Data excerpts

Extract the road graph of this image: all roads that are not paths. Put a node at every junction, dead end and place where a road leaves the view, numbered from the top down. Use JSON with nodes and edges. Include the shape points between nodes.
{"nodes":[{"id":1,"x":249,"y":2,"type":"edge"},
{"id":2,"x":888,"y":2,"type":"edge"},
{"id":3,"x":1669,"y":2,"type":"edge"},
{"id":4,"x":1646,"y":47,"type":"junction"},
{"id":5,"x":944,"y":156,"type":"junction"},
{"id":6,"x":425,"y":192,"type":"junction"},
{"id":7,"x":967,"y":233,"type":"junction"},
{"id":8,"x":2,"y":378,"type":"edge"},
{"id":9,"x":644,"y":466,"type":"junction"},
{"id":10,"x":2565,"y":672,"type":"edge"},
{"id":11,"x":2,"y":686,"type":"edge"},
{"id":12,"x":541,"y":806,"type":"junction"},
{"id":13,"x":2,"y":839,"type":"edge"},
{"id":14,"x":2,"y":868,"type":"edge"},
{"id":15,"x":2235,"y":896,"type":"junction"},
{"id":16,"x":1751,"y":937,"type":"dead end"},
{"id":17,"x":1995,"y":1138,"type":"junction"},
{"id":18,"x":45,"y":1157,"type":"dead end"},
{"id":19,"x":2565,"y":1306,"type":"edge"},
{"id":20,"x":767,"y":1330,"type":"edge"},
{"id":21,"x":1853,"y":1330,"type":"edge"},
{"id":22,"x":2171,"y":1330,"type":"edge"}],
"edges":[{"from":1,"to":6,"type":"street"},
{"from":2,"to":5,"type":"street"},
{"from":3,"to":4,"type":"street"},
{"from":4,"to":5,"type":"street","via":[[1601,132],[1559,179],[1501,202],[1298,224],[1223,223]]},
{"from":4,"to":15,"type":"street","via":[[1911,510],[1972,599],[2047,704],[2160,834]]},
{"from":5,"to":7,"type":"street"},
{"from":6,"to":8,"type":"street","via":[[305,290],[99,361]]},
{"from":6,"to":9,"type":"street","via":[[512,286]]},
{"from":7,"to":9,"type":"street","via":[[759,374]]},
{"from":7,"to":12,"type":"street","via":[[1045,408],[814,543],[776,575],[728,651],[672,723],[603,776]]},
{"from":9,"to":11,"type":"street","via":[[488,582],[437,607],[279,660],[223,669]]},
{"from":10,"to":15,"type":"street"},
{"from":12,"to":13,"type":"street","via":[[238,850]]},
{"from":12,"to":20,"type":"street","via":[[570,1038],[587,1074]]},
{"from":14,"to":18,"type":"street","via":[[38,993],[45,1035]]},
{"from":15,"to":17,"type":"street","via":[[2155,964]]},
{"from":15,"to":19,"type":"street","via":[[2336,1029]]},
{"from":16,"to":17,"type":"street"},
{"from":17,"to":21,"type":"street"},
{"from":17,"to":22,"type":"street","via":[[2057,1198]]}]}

◆ **AIM OF THE EXERCISE**:
Copy every line of the data that carries the word "nodes".

◆ **WORKED SOLUTION**:
Extract the road graph of this image: all roads that are not paths. Put a node at every junction, dead end and place where a road leaves the view, numbered from the top down. Use JSON with nodes and edges. Include the shape points between nodes.
{"nodes":[{"id":1,"x":249,"y":2,"type":"edge"},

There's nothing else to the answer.